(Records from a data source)
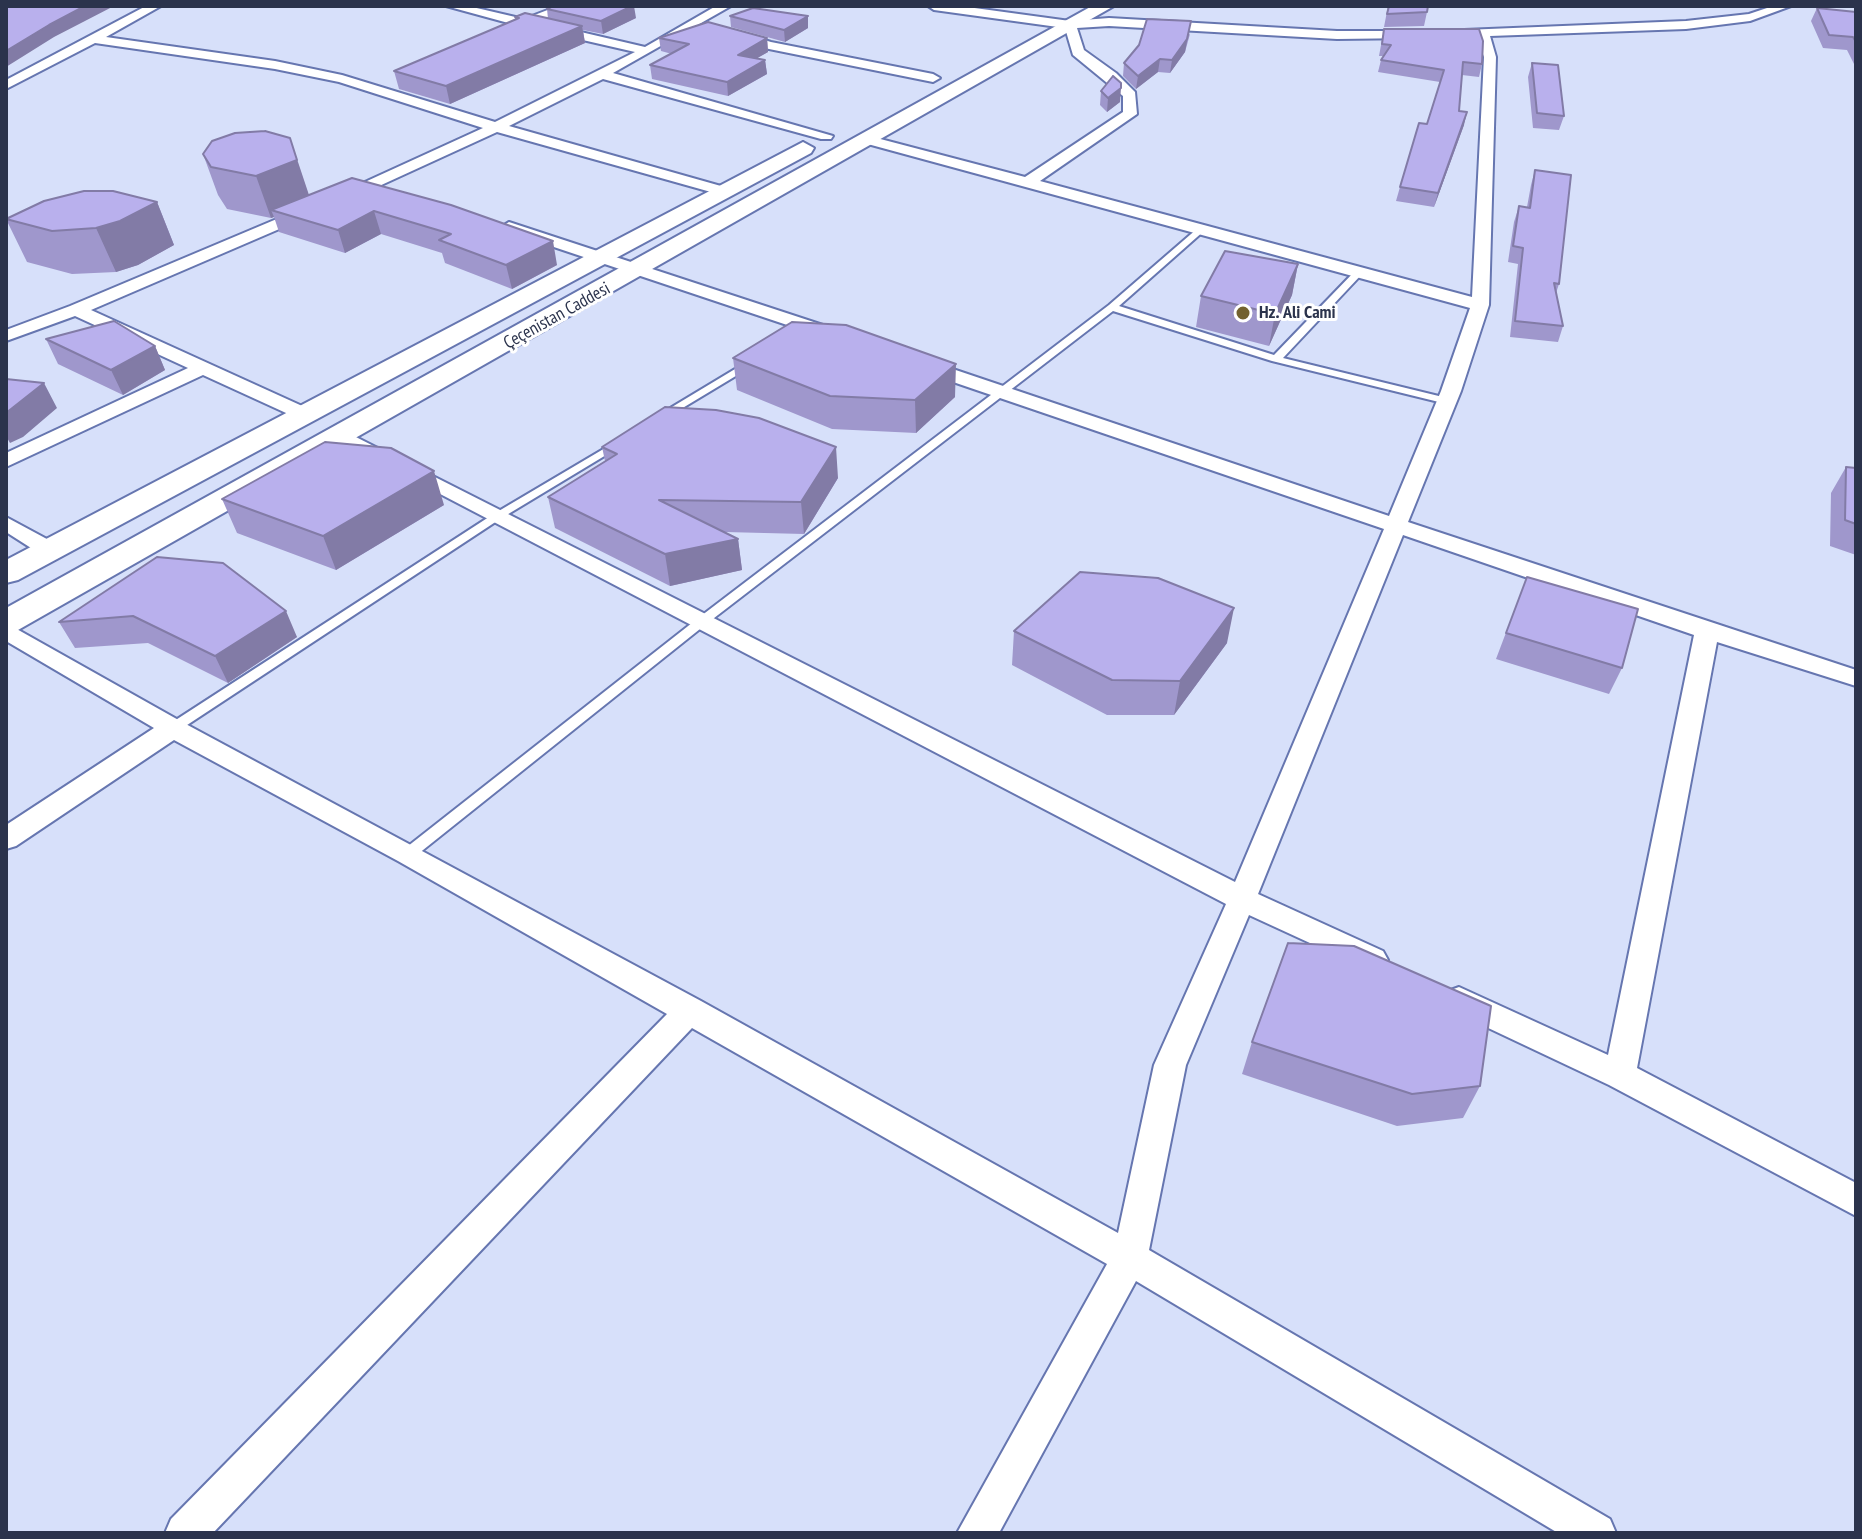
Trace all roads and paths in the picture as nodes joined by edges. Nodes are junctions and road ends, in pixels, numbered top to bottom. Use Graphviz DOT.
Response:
graph roads {
  1 [pos="155,6"];
  2 [pos="452,6"];
  3 [pos="569,6"];
  4 [pos="725,6"];
  5 [pos="934,6"];
  6 [pos="1105,6"];
  7 [pos="1785,6"];
  8 [pos="1066,16"];
  9 [pos="1035,21"];
  10 [pos="524,23"];
  11 [pos="726,32"];
  12 [pos="1482,32"];
  13 [pos="1424,33"];
  14 [pos="1453,33"];
  15 [pos="496,35"];
  16 [pos="93,39"];
  17 [pos="647,51"];
  18 [pos="601,74"];
  19 [pos="933,78"];
  20 [pos="6,85"];
  21 [pos="496,127"];
  22 [pos="826,136"];
  23 [pos="869,140"];
  24 [pos="1027,183"];
  25 [pos="372,184"];
  26 [pos="723,191"];
  27 [pos="403,193"];
  28 [pos="494,222"];
  29 [pos="1201,230"];
  30 [pos="601,256"];
  31 [pos="641,269"];
  32 [pos="1359,272"];
  33 [pos="1480,305"];
  34 [pos="1112,307"];
  35 [pos="76,310"];
  36 [pos="6,336"];
  37 [pos="854,342"];
  38 [pos="898,357"];
  39 [pos="1276,359"];
  40 [pos="756,360"];
  41 [pos="203,368"];
  42 [pos="1001,392"];
  43 [pos="1447,401"];
  44 [pos="304,414"];
  45 [pos="646,426"];
  46 [pos="632,434"];
  47 [pos="339,436"];
  48 [pos="6,461"];
  49 [pos="496,517"];
  50 [pos="6,523"];
  51 [pos="1394,526"];
  52 [pos="50,550"];
  53 [pos="6,573"];
  54 [pos="6,622"];
  55 [pos="701,622"];
  56 [pos="6,631"];
  57 [pos="1707,631"];
  58 [pos="1856,678"];
  59 [pos="173,728"];
  60 [pos="6,839"];
  61 [pos="408,854"];
  62 [pos="1242,899"];
  63 [pos="1396,971"];
  64 [pos="1438,990"];
  65 [pos="690,1010"];
  66 [pos="1620,1075"];
  67 [pos="1856,1200"];
  68 [pos="1130,1258"];
  69 [pos="185,1533"];
  70 [pos="977,1533"];
  71 [pos="1596,1533"];
  1 -- 16 [label="street"];
  2 -- 10 [label="street"];
  3 -- 10 [label="street"];
  4 -- 17 [label="street"];
  5 -- 9 [label="street"];
  6 -- 8 [label="main road, Çeçenistan Caddesi"];
  7 -- 12 [label="street"];
  8 -- 9 [label="main road, Çeçenistan Caddesi"];
  8 -- 13 [label="street"];
  8 -- 23 [label="main road, Çeçenistan Caddesi"];
  8 -- 24 [label="street"];
  9 -- 19 [label="main road, Çeçenistan Caddesi"];
  10 -- 15 [label="street"];
  10 -- 17 [label="street"];
  11 -- 19 [label="street"];
  12 -- 14 [label="street"];
  12 -- 33 [label="street"];
  16 -- 20 [label="street"];
  16 -- 21 [label="street"];
  17 -- 18 [label="street"];
  18 -- 21 [label="street"];
  18 -- 22 [label="street"];
  19 -- 22 [label="main road, Çeçenistan Caddesi"];
  21 -- 25 [label="street"];
  21 -- 26 [label="street"];
  22 -- 26 [label="main road, Çeçenistan Caddesi"];
  23 -- 24 [label="street"];
  23 -- 31 [label="main road, Çeçenistan Caddesi"];
  24 -- 29 [label="street"];
  25 -- 27 [label="street"];
  25 -- 35 [label="street"];
  26 -- 30 [label="main road, Çeçenistan Caddesi"];
  28 -- 30 [label="street"];
  29 -- 32 [label="street"];
  29 -- 34 [label="lane"];
  30 -- 31 [label="street"];
  30 -- 44 [label="main road, Çeçenistan Caddesi"];
  31 -- 37 [label="street"];
  31 -- 47 [label="main road, Çeçenistan Caddesi"];
  32 -- 33 [label="street"];
  32 -- 39 [label="lane"];
  33 -- 43 [label="street"];
  34 -- 39 [label="lane"];
  34 -- 42 [label="lane"];
  35 -- 36 [label="street"];
  35 -- 41 [label="street"];
  38 -- 42 [label="street"];
  39 -- 43 [label="lane"];
  40 -- 45 [label="lane"];
  41 -- 44 [label="street"];
  41 -- 48 [label="street"];
  42 -- 51 [label="street"];
  42 -- 55 [label="lane"];
  43 -- 51 [label="street"];
  44 -- 52 [label="main road, Çeçenistan Caddesi"];
  46 -- 49 [label="lane"];
  47 -- 49 [label="street"];
  47 -- 54 [label="main road, Çeçenistan Caddesi"];
  49 -- 55 [label="street"];
  49 -- 59 [label="lane"];
  50 -- 52 [label="street"];
  51 -- 57 [label="street"];
  51 -- 62 [label="street"];
  52 -- 53 [label="main road, Çeçenistan Caddesi"];
  55 -- 61 [label="lane"];
  55 -- 62 [label="street"];
  56 -- 59 [label="street"];
  57 -- 58 [label="street"];
  57 -- 66 [label="street"];
  59 -- 60 [label="street"];
  59 -- 61 [label="street"];
  61 -- 65 [label="street"];
  62 -- 63 [label="street"];
  62 -- 68 [label="street"];
  64 -- 66 [label="street"];
  65 -- 68 [label="street"];
  65 -- 69 [label="street"];
  66 -- 67 [label="street"];
  68 -- 70 [label="street"];
  68 -- 71 [label="street"];
}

## WHAT YOU WILL DO
Please copy out the entries above exactly as they appear, but skip their images.

## THE ANSWER
Trace all roads and paths in the picture as nodes joined by edges. Nodes are junctions and road ends, in pixels, numbered top to bottom. Use Graphviz DOT.
Response:
graph roads {
  1 [pos="155,6"];
  2 [pos="452,6"];
  3 [pos="569,6"];
  4 [pos="725,6"];
  5 [pos="934,6"];
  6 [pos="1105,6"];
  7 [pos="1785,6"];
  8 [pos="1066,16"];
  9 [pos="1035,21"];
  10 [pos="524,23"];
  11 [pos="726,32"];
  12 [pos="1482,32"];
  13 [pos="1424,33"];
  14 [pos="1453,33"];
  15 [pos="496,35"];
  16 [pos="93,39"];
  17 [pos="647,51"];
  18 [pos="601,74"];
  19 [pos="933,78"];
  20 [pos="6,85"];
  21 [pos="496,127"];
  22 [pos="826,136"];
  23 [pos="869,140"];
  24 [pos="1027,183"];
  25 [pos="372,184"];
  26 [pos="723,191"];
  27 [pos="403,193"];
  28 [pos="494,222"];
  29 [pos="1201,230"];
  30 [pos="601,256"];
  31 [pos="641,269"];
  32 [pos="1359,272"];
  33 [pos="1480,305"];
  34 [pos="1112,307"];
  35 [pos="76,310"];
  36 [pos="6,336"];
  37 [pos="854,342"];
  38 [pos="898,357"];
  39 [pos="1276,359"];
  40 [pos="756,360"];
  41 [pos="203,368"];
  42 [pos="1001,392"];
  43 [pos="1447,401"];
  44 [pos="304,414"];
  45 [pos="646,426"];
  46 [pos="632,434"];
  47 [pos="339,436"];
  48 [pos="6,461"];
  49 [pos="496,517"];
  50 [pos="6,523"];
  51 [pos="1394,526"];
  52 [pos="50,550"];
  53 [pos="6,573"];
  54 [pos="6,622"];
  55 [pos="701,622"];
  56 [pos="6,631"];
  57 [pos="1707,631"];
  58 [pos="1856,678"];
  59 [pos="173,728"];
  60 [pos="6,839"];
  61 [pos="408,854"];
  62 [pos="1242,899"];
  63 [pos="1396,971"];
  64 [pos="1438,990"];
  65 [pos="690,1010"];
  66 [pos="1620,1075"];
  67 [pos="1856,1200"];
  68 [pos="1130,1258"];
  69 [pos="185,1533"];
  70 [pos="977,1533"];
  71 [pos="1596,1533"];
  1 -- 16 [label="street"];
  2 -- 10 [label="street"];
  3 -- 10 [label="street"];
  4 -- 17 [label="street"];
  5 -- 9 [label="street"];
  6 -- 8 [label="main road, Çeçenistan Caddesi"];
  7 -- 12 [label="street"];
  8 -- 9 [label="main road, Çeçenistan Caddesi"];
  8 -- 13 [label="street"];
  8 -- 23 [label="main road, Çeçenistan Caddesi"];
  8 -- 24 [label="street"];
  9 -- 19 [label="main road, Çeçenistan Caddesi"];
  10 -- 15 [label="street"];
  10 -- 17 [label="street"];
  11 -- 19 [label="street"];
  12 -- 14 [label="street"];
  12 -- 33 [label="street"];
  16 -- 20 [label="street"];
  16 -- 21 [label="street"];
  17 -- 18 [label="street"];
  18 -- 21 [label="street"];
  18 -- 22 [label="street"];
  19 -- 22 [label="main road, Çeçenistan Caddesi"];
  21 -- 25 [label="street"];
  21 -- 26 [label="street"];
  22 -- 26 [label="main road, Çeçenistan Caddesi"];
  23 -- 24 [label="street"];
  23 -- 31 [label="main road, Çeçenistan Caddesi"];
  24 -- 29 [label="street"];
  25 -- 27 [label="street"];
  25 -- 35 [label="street"];
  26 -- 30 [label="main road, Çeçenistan Caddesi"];
  28 -- 30 [label="street"];
  29 -- 32 [label="street"];
  29 -- 34 [label="lane"];
  30 -- 31 [label="street"];
  30 -- 44 [label="main road, Çeçenistan Caddesi"];
  31 -- 37 [label="street"];
  31 -- 47 [label="main road, Çeçenistan Caddesi"];
  32 -- 33 [label="street"];
  32 -- 39 [label="lane"];
  33 -- 43 [label="street"];
  34 -- 39 [label="lane"];
  34 -- 42 [label="lane"];
  35 -- 36 [label="street"];
  35 -- 41 [label="street"];
  38 -- 42 [label="street"];
  39 -- 43 [label="lane"];
  40 -- 45 [label="lane"];
  41 -- 44 [label="street"];
  41 -- 48 [label="street"];
  42 -- 51 [label="street"];
  42 -- 55 [label="lane"];
  43 -- 51 [label="street"];
  44 -- 52 [label="main road, Çeçenistan Caddesi"];
  46 -- 49 [label="lane"];
  47 -- 49 [label="street"];
  47 -- 54 [label="main road, Çeçenistan Caddesi"];
  49 -- 55 [label="street"];
  49 -- 59 [label="lane"];
  50 -- 52 [label="street"];
  51 -- 57 [label="street"];
  51 -- 62 [label="street"];
  52 -- 53 [label="main road, Çeçenistan Caddesi"];
  55 -- 61 [label="lane"];
  55 -- 62 [label="street"];
  56 -- 59 [label="street"];
  57 -- 58 [label="street"];
  57 -- 66 [label="street"];
  59 -- 60 [label="street"];
  59 -- 61 [label="street"];
  61 -- 65 [label="street"];
  62 -- 63 [label="street"];
  62 -- 68 [label="street"];
  64 -- 66 [label="street"];
  65 -- 68 [label="street"];
  65 -- 69 [label="street"];
  66 -- 67 [label="street"];
  68 -- 70 [label="street"];
  68 -- 71 [label="street"];
}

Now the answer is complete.